■ Problem details ■
Find the lines below that contain the string "Maple", count them, and give only the number.

===== Records shown

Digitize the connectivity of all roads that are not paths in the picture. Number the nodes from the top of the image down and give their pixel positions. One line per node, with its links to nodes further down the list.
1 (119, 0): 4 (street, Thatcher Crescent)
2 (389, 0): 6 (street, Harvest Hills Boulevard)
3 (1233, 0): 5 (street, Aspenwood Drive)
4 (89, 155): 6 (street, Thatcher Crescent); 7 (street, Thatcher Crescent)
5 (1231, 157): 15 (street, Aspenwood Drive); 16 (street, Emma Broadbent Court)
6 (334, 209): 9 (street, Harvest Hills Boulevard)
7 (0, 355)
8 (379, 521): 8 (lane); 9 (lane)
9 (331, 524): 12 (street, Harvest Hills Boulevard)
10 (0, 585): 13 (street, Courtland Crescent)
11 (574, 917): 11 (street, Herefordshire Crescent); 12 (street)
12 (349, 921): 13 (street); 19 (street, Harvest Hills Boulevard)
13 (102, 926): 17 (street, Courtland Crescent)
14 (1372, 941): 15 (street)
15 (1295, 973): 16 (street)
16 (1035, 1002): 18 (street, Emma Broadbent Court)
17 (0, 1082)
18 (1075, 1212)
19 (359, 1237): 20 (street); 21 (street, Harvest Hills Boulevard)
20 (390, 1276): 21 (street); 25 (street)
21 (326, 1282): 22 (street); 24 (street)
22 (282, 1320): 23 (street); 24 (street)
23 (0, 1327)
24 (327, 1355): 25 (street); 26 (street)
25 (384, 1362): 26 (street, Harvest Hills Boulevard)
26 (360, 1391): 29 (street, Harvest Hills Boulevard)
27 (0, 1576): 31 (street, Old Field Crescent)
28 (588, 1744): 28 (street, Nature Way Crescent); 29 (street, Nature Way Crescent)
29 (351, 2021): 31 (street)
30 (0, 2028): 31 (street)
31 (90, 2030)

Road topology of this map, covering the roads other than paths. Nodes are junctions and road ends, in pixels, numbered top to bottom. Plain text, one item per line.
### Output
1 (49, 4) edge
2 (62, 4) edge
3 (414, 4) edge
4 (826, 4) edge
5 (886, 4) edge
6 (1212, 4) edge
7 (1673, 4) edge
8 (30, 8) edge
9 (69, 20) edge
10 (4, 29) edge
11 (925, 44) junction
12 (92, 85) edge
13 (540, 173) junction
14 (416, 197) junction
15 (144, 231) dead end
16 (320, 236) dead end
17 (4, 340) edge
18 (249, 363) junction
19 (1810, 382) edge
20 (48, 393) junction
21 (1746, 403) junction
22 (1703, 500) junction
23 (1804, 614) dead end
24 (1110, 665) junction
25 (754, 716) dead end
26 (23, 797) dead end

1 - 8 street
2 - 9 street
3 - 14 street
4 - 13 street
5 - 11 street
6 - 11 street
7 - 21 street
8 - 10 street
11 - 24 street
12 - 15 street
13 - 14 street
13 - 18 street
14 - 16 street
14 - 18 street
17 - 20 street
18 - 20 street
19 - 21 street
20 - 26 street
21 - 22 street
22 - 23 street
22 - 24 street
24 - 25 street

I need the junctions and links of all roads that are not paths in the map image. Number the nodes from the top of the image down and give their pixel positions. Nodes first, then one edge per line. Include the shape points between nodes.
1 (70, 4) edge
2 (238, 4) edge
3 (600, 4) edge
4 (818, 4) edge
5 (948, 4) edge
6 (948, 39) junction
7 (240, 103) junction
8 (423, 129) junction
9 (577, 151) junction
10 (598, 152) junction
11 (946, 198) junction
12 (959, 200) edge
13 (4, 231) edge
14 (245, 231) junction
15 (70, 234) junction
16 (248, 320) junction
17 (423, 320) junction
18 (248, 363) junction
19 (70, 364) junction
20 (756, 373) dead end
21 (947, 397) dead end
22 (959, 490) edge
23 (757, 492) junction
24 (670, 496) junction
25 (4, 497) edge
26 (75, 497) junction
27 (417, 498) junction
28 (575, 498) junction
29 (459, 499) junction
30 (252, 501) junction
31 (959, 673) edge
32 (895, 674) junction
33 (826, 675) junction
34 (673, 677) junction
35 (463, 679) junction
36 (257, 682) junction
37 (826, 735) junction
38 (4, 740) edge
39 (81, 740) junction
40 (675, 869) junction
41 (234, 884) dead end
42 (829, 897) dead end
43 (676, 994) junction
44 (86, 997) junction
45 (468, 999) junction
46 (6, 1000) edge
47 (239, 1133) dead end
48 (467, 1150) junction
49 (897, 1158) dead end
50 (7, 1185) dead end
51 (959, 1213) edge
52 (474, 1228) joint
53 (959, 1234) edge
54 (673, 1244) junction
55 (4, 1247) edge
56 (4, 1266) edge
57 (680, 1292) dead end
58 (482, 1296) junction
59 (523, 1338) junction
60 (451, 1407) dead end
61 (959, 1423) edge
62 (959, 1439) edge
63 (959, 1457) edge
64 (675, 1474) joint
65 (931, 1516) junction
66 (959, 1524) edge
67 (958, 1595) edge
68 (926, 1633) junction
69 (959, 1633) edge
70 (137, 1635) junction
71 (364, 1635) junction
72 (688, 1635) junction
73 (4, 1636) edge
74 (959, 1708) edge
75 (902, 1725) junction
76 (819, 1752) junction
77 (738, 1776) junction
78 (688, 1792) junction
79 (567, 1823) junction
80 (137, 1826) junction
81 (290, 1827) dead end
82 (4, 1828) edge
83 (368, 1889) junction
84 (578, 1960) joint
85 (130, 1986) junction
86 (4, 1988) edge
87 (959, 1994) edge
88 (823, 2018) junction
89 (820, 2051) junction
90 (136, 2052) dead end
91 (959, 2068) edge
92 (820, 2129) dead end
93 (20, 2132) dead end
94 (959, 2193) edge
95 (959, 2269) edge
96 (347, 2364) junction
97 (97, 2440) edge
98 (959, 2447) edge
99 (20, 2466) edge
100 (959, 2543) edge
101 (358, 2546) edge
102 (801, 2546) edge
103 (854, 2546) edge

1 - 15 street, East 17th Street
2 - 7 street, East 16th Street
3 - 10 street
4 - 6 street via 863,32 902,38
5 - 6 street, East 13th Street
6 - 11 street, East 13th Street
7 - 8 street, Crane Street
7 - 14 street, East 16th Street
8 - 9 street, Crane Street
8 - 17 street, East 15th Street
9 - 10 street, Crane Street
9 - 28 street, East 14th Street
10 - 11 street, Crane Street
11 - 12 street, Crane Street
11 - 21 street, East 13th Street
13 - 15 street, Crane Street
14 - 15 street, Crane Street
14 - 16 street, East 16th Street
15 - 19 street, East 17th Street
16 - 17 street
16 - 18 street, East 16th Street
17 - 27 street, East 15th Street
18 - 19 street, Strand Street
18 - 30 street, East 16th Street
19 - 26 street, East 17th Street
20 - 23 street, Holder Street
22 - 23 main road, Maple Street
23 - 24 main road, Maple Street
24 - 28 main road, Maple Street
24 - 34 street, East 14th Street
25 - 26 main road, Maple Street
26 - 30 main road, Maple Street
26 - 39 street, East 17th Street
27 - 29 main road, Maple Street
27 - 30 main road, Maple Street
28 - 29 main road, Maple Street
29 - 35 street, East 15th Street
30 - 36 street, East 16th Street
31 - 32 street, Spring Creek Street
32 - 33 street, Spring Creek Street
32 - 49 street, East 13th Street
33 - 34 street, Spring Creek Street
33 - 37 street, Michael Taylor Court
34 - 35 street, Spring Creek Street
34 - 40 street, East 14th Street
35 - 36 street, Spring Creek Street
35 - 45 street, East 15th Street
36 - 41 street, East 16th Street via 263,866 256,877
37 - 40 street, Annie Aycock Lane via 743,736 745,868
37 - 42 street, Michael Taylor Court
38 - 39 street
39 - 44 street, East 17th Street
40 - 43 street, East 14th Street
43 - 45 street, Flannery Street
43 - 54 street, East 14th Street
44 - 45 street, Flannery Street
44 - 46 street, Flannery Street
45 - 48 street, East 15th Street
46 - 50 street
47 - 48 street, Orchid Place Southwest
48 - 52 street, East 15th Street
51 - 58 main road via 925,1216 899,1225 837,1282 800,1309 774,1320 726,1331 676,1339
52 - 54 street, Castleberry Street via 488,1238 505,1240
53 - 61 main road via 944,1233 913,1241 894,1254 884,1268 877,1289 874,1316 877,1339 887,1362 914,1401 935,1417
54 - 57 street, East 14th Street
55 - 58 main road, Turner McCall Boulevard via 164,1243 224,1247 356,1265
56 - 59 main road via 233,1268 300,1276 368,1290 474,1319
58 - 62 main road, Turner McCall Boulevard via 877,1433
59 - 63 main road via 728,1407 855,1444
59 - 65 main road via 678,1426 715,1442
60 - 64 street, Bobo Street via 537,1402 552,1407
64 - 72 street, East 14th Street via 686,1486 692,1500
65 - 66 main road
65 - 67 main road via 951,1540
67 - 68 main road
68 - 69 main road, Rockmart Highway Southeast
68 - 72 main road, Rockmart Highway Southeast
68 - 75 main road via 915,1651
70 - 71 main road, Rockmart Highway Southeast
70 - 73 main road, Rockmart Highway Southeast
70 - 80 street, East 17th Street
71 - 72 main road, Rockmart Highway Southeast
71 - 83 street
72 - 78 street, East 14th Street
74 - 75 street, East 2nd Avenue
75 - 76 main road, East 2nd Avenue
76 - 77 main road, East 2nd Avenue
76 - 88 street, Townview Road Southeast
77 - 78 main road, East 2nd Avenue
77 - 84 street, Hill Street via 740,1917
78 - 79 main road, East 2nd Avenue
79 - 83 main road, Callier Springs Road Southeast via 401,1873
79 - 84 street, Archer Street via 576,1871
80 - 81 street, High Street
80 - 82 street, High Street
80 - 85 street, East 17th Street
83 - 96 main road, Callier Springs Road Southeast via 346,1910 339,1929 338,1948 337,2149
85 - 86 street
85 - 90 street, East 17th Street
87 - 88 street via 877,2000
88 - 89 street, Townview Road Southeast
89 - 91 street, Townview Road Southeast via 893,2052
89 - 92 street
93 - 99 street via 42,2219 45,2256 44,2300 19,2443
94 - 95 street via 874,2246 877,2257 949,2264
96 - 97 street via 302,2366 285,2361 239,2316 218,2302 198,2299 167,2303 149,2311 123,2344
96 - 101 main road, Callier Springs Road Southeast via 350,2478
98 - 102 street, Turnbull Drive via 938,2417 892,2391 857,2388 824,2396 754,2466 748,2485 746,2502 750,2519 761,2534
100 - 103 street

==========

■ Output of the task ■
8